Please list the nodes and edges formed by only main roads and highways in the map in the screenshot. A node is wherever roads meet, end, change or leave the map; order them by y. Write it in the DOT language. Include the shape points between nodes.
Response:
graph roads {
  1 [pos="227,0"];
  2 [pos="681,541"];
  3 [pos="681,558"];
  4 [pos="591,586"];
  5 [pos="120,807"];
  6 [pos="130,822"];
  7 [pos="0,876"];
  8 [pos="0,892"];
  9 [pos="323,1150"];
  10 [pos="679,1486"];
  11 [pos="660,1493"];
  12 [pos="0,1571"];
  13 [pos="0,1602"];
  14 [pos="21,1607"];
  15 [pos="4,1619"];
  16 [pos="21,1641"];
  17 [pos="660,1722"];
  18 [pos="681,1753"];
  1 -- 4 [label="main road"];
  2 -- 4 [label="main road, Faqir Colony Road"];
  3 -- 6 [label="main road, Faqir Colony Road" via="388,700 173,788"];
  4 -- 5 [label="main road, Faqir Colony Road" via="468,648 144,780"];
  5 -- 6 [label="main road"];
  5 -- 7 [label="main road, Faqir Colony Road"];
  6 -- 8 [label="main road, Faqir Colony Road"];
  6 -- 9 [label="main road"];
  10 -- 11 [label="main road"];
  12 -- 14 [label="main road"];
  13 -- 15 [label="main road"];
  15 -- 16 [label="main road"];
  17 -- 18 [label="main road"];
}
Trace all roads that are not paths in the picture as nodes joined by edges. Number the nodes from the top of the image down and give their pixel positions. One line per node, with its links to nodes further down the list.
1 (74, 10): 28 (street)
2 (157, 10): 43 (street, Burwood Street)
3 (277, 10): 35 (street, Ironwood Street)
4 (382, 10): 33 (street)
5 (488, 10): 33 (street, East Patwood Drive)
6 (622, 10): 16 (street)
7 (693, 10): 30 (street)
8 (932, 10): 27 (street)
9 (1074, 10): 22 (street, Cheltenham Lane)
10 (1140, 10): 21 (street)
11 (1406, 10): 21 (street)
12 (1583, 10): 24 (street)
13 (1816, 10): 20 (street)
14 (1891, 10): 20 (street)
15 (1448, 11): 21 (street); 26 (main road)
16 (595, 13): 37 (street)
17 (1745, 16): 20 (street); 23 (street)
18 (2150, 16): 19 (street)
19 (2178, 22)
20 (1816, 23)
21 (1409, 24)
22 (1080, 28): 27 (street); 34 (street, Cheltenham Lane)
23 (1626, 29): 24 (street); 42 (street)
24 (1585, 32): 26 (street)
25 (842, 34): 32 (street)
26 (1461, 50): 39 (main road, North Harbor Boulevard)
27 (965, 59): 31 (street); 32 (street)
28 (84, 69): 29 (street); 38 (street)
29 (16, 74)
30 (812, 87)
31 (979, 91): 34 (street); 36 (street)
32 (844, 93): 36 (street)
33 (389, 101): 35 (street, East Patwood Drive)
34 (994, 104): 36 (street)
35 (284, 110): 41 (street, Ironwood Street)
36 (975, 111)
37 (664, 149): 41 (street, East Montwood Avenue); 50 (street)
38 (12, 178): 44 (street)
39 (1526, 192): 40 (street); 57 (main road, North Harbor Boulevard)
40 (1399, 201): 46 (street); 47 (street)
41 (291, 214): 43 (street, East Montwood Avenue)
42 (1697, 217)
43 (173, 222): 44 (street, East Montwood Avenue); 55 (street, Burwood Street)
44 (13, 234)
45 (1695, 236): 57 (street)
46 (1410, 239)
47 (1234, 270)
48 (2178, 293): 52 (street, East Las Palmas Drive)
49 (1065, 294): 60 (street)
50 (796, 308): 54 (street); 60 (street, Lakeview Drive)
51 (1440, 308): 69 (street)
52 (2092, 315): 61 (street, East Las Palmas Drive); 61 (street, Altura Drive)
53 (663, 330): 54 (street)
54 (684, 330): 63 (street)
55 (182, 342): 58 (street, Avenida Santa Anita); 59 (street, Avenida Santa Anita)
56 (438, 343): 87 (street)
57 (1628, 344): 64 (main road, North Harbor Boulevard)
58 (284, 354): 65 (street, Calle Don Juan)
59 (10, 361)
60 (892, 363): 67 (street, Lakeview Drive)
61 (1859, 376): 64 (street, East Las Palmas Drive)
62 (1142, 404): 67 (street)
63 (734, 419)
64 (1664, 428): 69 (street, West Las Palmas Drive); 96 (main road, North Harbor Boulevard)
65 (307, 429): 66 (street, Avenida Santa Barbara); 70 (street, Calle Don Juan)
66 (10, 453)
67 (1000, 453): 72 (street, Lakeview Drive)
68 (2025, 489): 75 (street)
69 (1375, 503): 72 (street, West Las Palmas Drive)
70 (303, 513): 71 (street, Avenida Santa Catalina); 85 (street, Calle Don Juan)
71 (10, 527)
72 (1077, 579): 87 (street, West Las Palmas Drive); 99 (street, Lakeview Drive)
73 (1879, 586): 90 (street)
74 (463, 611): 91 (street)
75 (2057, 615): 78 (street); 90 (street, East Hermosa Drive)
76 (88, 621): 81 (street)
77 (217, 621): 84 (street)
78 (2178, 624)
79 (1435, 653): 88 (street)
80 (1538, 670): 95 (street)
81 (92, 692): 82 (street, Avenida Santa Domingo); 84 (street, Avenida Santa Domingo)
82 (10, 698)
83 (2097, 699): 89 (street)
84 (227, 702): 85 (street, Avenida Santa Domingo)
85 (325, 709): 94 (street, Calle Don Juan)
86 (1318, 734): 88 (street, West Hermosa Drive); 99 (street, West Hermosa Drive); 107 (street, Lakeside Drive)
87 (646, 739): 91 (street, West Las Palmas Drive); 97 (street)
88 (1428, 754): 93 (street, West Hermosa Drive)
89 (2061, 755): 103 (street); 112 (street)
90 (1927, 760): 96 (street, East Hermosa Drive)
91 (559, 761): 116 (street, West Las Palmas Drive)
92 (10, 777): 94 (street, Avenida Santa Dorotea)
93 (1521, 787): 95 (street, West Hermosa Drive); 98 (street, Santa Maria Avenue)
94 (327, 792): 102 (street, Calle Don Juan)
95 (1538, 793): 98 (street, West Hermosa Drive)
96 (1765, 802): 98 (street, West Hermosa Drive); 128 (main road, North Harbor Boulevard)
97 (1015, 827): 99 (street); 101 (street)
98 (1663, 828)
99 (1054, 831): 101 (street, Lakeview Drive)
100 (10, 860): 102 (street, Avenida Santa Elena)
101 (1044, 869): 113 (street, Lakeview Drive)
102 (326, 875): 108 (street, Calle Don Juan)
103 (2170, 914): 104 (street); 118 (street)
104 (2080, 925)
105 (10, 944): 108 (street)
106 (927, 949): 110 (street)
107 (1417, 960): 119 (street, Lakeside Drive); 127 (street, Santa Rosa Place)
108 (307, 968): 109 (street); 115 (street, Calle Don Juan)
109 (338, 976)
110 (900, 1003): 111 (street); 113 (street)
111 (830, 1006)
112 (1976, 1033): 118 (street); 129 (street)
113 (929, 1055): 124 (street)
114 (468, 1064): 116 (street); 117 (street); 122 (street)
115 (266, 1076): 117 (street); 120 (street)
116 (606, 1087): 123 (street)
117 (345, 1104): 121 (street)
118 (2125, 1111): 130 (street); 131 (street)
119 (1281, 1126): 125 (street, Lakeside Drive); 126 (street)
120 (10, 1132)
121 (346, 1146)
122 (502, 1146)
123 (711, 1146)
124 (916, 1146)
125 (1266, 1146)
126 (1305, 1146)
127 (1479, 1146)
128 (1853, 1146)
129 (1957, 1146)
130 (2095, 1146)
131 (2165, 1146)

====

Problem to solve
Each line that contains the string "Lakeside" counts once; report how many such lines the entries have, giving only the number.

Exercise response
3